Welcome to stderr and stdout!  

A Docker image is the snapshot of a filesystem with all your application binaries and dependencies, including some metadata telling Docker which process to start when you run a container from the image. That process runs in the foreground, and it’s like starting a shell session and then running a command—as long as the command is active it has control of the terminal input and output. Commands write log entries to the standard output and standard error streams (called stdout and stderr), and in a terminal session you see the output in your window. In a container Docker watches stdout and stderr and collects the output from the streams, and this is the source of the container logs.

TRY IT NOW  You can see this easily if you run a timecheck app in a container—the application runs in the foreground and writes log entries to stdout:

 # run the container in the foreground:
 docker container run diamol/ch15-timecheck:3.0
 # exit the container with Ctrl-C when you're done

You’ll see some log lines in your terminal, and you’ll find you can’t enter any more commands – the container is running in the foreground, and it’s like running the app in your terminal. Every few seconds the app writes another timestamp to stdout, and you’ll see another line in your session window. My output is in figure 1:

Figure 1. A container in the foreground takes over the terminal session until it exits

This is the standard operating model for containers—Docker starts a process inside the container and collects the output streams from that process as logs. All the apps we’ve used in this article follow this same pattern: the application process runs in the foreground—whichcould be a Go binary or the Java runtime—and the application is configured to write logs to stdout (or stderr — Docker treats both streams in the same way). Those application logs are written to the output stream by the runtime, and Docker collects them. Figure 2 shows the interaction between the application, the output streams and Docker:

Figure 2. Docker watches the application process in the container and collects its output streams

Container logs are stored as JSON files, and the log entries are available for detached containers which don’t have a terminal session, and for containers which have exited, ending the application process. Docker manages the JSON files for you and they have the same lifecycle as the container—when the container is removed, the log files are removed too.
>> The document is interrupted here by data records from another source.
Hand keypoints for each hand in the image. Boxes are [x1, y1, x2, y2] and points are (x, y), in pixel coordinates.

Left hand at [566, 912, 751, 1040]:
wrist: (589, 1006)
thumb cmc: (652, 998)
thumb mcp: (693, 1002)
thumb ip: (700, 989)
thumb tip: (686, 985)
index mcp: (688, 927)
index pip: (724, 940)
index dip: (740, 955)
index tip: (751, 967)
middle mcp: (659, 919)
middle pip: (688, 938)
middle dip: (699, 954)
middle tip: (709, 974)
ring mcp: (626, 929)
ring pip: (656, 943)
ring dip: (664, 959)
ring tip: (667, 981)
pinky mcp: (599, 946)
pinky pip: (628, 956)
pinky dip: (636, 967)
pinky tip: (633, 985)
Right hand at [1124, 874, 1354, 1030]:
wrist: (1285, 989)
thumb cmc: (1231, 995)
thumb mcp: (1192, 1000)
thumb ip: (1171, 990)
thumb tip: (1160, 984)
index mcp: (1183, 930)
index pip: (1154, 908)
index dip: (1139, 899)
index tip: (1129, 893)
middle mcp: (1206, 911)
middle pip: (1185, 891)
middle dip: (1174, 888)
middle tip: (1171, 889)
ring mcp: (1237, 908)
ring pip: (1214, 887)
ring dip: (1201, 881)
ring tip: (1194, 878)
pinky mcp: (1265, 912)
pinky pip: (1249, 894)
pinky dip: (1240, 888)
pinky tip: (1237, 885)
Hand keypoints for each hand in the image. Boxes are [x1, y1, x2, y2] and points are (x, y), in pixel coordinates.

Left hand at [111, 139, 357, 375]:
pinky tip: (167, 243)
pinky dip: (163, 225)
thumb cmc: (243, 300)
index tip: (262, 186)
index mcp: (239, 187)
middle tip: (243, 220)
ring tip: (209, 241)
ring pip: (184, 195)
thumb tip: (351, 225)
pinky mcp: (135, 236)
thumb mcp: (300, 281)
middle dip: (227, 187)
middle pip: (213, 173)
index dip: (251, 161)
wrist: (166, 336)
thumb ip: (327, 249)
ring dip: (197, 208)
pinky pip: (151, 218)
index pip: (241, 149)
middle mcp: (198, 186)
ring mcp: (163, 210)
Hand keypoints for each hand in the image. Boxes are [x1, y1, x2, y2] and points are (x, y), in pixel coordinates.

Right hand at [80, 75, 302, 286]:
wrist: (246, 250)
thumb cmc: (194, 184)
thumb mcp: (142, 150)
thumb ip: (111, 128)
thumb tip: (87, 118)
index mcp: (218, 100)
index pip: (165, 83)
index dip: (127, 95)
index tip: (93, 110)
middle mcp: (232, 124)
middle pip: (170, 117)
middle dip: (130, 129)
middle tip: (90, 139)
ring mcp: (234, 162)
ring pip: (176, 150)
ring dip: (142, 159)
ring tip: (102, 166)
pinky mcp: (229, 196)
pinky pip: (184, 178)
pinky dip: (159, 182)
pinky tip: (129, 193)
TRY IT NOW  Run a container from the same image in the background as a detached container and check the logs and then the path to the log file:

 # run a detached container
 docker container run -d --name timecheck diamol/ch15-timecheck:3.0
 # check the mosty recent log entry:
 docker container logs --tail 1 timecheck
 # stop the container and check the logs again:
 docker container stop timecheck
 docker container logs --tail 1 timecheck
 # check where Docker stores the container log file:
 docker container inspect --format='{{.LogPath}}' timecheck

If you’re using Docker Desktop with Linux containers, remember that the Docker Engine is running inside a VM which Docker manages for you – you can see the path to the log file for the container, but you don’t have access to the VM and you can’t read the file directly. If you’re running Docker CE on Linux or you’re using Windows containers then the path to the log file is on your local machine and you can open the file to see the raw contents. You can see my output (using Windows containers) in figure 3:

Figure 3. Docker stores container logs in a JSON file and manages the lifetime of that file

The log file is an implementation detail which you don’t usually need to worry about. The format is simple: it contains a JSON object for each log entry with the string containing the log, the name of the stream where the log came from (stdout or stderr), and a timestamp. Code listing 1 shows a sample of the logs for my timecheck container:

Code listing 1. The raw format for container logs is a simple JSON object

 {"log":"Environment: DEV; version: 3.0; time check: 09:42.56\r\n","stream":"stdout","time":"2019-12-19T09:42:56.814277Z"}
 {"log":"Environment: DEV; version: 3.0; time check: 09:43.01\r\n","stream":"stdout","time":"2019-12-19T09:43:01.8162961Z"}

The only time you need to think about the JSON is if you have a container which produces lots of logs, and you want to keep all the log entries for a period but have them in a manageable file structure. Docker creates a single JSON log file for each container by default, and lets it grow to any size (until it fills up your disk). You can configure Docker to use rolling files instead with a maximum size limit—when the log file fills up, Docker starts writing to a new file. You also configure how many log files to use, and when they’re all full Docker starts overwriting the first file. You can set those options at the Docker Engine level to apply the changes to every container, or you can set them for individual containers. Configuring logging options for a specific container is a good way to get small, rotated log files for one application but keep all the logs for other containers.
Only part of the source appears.